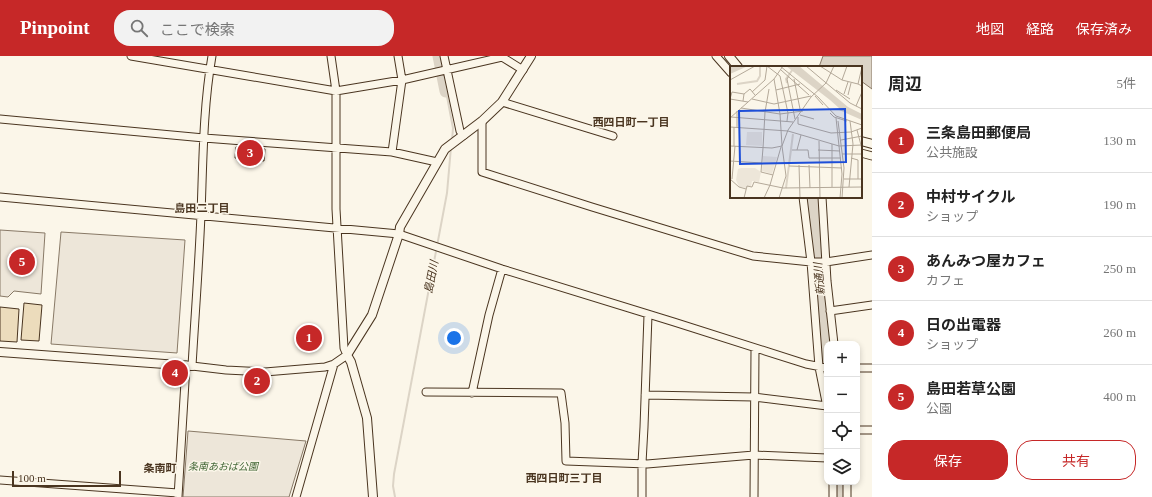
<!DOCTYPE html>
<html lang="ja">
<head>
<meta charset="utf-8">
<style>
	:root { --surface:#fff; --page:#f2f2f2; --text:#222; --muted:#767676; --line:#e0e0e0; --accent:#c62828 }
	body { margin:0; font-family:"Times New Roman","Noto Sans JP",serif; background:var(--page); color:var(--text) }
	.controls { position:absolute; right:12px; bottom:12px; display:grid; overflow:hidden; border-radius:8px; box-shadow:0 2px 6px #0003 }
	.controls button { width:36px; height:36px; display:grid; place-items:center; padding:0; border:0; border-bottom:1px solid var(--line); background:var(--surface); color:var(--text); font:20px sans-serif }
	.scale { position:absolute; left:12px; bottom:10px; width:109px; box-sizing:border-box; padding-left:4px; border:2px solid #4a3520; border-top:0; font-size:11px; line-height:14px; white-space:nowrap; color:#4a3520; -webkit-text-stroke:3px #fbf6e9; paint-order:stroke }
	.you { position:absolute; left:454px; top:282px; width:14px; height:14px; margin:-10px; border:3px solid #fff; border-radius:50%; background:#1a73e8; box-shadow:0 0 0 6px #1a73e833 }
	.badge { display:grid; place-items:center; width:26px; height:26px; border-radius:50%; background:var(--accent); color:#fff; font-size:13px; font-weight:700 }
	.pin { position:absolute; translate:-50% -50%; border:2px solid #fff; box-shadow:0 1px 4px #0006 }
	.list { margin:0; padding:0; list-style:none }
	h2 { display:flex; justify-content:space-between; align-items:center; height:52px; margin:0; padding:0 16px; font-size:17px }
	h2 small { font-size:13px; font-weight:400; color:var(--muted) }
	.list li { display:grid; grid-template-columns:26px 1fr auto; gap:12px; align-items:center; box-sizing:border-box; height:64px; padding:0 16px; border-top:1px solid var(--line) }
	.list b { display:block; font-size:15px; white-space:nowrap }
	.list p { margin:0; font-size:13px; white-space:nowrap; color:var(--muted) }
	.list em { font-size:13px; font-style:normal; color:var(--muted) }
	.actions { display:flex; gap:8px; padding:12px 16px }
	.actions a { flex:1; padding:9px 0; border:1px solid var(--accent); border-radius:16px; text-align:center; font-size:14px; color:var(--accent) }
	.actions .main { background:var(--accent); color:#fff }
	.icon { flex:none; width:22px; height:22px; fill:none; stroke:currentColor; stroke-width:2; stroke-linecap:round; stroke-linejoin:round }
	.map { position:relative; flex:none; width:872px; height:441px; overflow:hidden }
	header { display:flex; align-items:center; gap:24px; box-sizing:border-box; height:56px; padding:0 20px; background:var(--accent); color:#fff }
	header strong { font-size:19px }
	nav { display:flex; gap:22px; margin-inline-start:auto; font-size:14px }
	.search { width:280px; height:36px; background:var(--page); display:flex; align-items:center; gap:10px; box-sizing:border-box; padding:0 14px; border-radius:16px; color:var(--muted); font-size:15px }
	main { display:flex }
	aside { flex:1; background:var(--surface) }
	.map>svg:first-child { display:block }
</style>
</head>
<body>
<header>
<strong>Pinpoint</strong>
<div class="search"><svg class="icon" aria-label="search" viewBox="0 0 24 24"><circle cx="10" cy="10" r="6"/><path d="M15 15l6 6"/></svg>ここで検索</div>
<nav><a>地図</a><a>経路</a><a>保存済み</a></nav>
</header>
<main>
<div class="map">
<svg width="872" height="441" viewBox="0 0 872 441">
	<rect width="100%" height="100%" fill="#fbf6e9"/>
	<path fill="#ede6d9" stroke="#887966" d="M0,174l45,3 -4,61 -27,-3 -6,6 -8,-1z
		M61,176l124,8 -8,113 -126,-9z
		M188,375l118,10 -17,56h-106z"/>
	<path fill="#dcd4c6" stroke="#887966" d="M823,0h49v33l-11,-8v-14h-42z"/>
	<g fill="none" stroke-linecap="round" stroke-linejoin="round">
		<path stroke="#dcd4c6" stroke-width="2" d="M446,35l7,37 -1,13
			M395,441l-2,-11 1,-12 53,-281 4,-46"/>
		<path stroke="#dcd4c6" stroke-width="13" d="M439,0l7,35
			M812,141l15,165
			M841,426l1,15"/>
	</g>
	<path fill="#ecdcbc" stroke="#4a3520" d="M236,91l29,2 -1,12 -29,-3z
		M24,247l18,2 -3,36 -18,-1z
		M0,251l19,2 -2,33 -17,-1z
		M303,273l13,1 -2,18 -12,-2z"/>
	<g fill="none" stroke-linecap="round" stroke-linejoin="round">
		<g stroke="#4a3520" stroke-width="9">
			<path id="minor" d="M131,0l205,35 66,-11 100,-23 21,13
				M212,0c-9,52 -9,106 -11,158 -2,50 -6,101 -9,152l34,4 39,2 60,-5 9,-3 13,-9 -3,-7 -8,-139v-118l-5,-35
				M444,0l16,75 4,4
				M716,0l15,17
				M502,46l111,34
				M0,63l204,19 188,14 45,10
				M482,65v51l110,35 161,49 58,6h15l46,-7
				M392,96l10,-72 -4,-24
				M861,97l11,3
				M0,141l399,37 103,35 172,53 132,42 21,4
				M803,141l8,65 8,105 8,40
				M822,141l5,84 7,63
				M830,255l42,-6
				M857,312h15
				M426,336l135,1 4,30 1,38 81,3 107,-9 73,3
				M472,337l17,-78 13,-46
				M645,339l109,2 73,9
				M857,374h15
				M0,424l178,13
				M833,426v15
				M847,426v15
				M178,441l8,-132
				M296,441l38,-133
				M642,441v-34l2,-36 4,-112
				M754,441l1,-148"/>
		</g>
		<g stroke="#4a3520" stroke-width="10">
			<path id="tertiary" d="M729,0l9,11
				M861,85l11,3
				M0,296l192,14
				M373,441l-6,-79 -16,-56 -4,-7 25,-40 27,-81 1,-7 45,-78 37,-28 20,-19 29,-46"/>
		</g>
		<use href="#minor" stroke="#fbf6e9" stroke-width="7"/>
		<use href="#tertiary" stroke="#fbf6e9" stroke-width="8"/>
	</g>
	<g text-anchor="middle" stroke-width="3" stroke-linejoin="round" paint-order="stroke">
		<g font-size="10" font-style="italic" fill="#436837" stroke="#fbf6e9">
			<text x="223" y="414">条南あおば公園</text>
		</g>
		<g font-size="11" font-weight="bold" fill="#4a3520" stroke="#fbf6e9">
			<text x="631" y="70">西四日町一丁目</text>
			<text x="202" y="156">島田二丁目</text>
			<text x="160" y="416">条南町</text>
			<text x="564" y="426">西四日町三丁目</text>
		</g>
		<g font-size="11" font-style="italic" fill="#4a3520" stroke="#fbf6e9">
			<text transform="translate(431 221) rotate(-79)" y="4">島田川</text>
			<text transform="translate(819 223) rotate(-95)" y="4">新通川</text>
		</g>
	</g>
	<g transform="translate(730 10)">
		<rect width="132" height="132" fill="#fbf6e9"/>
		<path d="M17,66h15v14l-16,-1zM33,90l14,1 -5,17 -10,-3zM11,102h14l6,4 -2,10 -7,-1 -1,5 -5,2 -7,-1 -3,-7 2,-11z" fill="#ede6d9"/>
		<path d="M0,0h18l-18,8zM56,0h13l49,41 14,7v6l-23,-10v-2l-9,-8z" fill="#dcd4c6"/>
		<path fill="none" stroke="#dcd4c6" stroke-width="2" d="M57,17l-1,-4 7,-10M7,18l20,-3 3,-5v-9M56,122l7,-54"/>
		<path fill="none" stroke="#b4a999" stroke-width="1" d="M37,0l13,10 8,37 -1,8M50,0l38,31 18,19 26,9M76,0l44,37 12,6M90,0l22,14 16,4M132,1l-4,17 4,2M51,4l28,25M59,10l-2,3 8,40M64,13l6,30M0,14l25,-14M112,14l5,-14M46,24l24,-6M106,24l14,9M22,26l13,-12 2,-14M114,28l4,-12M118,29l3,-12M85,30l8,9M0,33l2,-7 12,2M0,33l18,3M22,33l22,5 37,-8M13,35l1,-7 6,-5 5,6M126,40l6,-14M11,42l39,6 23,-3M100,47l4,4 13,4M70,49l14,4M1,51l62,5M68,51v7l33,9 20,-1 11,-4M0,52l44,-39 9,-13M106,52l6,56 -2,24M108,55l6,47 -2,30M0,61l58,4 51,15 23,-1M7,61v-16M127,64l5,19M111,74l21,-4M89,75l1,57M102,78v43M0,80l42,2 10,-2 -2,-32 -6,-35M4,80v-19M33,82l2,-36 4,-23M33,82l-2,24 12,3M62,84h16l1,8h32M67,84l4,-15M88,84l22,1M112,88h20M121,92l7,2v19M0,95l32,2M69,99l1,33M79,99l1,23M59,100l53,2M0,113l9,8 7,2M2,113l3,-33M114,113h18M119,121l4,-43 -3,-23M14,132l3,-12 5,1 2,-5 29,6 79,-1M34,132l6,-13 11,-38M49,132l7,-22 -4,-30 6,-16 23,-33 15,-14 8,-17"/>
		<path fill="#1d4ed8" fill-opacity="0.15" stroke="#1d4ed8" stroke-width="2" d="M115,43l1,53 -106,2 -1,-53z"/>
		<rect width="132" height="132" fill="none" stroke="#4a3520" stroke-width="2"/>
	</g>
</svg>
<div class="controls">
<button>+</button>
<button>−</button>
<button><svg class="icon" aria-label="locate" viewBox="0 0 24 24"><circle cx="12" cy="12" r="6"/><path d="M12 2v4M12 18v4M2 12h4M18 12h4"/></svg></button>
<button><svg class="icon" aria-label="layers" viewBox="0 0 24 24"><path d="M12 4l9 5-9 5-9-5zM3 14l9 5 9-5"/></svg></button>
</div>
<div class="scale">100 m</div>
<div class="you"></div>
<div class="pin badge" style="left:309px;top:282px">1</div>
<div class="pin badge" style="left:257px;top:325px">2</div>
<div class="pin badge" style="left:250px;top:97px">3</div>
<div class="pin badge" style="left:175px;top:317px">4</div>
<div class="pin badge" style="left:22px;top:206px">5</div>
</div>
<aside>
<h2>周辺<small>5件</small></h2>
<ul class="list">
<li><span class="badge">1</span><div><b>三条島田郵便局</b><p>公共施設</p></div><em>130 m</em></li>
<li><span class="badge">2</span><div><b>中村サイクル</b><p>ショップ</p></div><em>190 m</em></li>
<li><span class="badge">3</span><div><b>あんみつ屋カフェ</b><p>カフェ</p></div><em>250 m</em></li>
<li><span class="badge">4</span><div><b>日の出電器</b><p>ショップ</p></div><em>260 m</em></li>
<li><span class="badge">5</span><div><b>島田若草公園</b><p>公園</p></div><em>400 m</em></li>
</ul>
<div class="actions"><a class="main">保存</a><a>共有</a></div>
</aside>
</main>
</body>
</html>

==

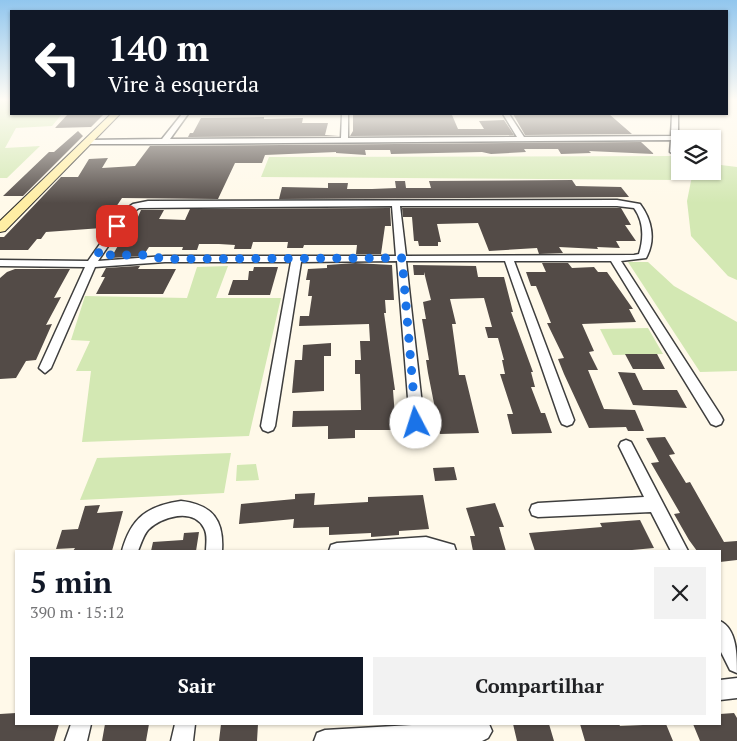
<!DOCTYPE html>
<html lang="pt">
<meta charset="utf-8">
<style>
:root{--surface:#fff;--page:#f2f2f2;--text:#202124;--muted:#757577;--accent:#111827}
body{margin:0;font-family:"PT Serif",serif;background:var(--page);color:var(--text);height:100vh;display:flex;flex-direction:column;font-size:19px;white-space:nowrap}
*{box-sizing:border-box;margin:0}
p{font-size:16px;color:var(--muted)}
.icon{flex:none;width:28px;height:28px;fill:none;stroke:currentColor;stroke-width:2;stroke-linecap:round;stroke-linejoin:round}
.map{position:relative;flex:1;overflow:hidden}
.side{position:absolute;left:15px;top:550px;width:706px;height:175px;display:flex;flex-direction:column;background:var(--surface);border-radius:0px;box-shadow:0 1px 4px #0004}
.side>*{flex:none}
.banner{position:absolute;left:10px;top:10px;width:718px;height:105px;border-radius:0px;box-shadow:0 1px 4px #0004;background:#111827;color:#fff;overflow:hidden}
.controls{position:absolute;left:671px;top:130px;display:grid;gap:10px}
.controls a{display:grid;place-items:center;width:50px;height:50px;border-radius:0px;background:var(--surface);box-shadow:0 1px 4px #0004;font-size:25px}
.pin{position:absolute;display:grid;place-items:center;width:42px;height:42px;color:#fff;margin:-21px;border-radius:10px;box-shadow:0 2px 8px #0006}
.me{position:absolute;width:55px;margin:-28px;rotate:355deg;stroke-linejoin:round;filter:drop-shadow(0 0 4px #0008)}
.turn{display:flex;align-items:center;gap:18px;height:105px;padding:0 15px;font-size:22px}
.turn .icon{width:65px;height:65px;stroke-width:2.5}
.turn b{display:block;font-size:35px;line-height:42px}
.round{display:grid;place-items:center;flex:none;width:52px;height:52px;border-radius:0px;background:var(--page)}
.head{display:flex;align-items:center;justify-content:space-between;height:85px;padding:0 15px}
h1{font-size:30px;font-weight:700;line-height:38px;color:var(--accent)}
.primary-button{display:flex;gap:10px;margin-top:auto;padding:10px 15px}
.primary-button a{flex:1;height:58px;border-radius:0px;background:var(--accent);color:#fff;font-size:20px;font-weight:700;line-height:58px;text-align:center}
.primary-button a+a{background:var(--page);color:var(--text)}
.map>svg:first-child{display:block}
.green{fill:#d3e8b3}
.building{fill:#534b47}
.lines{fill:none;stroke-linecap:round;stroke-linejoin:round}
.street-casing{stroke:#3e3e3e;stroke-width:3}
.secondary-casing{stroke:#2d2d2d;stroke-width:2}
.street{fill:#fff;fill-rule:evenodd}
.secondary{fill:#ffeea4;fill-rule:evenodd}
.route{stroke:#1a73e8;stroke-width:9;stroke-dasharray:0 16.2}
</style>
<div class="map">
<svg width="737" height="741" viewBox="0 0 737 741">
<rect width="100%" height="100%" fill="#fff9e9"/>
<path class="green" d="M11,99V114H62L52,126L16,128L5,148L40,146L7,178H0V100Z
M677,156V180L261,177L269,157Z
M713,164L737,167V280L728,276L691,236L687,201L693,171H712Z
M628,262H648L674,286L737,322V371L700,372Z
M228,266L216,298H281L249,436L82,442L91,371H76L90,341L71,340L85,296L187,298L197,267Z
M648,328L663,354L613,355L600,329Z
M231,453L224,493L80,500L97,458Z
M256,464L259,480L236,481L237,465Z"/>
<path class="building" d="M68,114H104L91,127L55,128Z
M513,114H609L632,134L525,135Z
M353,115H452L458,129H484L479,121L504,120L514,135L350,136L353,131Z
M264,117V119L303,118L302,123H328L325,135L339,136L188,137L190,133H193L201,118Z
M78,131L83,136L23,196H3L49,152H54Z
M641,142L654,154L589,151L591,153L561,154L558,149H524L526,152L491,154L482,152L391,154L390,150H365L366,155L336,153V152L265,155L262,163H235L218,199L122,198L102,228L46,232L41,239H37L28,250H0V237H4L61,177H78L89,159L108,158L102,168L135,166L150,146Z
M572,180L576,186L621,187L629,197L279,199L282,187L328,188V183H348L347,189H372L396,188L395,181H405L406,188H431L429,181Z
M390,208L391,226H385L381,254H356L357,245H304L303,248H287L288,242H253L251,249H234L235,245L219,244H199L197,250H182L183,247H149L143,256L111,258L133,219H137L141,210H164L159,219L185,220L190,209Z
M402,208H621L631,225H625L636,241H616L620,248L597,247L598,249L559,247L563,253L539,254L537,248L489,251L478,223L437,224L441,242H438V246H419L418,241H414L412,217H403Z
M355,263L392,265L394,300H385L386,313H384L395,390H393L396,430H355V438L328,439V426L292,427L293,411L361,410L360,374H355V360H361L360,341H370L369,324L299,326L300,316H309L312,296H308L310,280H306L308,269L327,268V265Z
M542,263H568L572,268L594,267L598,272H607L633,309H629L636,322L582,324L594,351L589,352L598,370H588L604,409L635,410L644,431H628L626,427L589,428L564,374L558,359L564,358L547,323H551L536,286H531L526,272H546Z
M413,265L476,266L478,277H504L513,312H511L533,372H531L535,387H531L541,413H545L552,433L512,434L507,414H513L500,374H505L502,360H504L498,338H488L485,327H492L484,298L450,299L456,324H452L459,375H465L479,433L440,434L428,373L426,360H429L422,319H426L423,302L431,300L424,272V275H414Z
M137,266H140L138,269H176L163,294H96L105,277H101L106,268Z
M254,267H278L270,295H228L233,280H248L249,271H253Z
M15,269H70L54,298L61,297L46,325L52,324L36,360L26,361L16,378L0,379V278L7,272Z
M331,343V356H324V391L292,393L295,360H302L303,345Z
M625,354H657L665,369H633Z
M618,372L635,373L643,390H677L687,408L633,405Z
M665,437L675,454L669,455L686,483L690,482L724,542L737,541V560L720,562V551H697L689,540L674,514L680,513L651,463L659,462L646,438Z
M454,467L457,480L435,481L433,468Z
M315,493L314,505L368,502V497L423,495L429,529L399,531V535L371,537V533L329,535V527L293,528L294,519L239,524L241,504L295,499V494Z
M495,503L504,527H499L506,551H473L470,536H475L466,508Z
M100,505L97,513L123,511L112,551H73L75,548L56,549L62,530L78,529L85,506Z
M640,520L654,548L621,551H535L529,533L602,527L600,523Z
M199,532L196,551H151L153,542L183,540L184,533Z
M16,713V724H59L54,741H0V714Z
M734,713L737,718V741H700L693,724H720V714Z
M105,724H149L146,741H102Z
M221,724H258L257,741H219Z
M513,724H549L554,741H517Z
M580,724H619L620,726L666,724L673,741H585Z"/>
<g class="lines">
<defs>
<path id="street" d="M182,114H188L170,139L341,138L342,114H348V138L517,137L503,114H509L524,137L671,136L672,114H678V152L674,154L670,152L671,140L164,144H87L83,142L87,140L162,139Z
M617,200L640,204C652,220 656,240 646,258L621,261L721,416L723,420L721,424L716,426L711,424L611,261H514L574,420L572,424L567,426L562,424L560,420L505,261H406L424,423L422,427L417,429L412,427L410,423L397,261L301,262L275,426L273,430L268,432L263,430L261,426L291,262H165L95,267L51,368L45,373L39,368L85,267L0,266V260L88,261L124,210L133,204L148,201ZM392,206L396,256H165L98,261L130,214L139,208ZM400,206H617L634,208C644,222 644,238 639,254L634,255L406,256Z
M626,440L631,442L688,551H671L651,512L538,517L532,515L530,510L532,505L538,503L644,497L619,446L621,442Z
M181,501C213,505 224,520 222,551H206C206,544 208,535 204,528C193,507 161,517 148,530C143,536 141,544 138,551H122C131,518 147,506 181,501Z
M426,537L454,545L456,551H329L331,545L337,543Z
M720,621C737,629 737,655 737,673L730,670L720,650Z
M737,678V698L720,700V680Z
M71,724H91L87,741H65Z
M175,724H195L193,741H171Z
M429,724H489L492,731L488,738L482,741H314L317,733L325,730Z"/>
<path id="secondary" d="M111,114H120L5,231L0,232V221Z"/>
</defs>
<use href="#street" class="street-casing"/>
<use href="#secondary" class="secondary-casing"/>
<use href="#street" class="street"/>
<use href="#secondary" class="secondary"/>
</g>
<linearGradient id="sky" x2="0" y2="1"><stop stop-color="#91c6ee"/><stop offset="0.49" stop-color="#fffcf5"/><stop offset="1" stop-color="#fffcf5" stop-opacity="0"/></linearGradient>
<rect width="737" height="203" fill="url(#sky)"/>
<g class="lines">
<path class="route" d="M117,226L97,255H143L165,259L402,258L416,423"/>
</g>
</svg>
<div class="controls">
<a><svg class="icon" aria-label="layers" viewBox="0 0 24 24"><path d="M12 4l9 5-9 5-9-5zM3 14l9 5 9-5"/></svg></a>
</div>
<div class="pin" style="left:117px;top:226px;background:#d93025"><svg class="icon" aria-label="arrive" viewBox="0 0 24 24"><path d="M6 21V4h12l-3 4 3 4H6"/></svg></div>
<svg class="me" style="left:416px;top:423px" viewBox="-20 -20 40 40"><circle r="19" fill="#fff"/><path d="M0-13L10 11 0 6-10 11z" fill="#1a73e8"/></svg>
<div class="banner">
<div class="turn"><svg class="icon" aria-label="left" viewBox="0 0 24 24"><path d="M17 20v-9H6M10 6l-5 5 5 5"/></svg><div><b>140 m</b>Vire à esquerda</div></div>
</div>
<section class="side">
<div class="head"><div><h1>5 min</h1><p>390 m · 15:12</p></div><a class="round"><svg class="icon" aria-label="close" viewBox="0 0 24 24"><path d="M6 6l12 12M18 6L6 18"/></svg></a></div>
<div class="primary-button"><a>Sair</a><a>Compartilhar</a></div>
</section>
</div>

**PROBLEM TO SOLVE:**
Go through the material and report each line that holds the string "evenodd".

**REPLY:**
.street{fill:#fff;fill-rule:evenodd}
.secondary{fill:#ffeea4;fill-rule:evenodd}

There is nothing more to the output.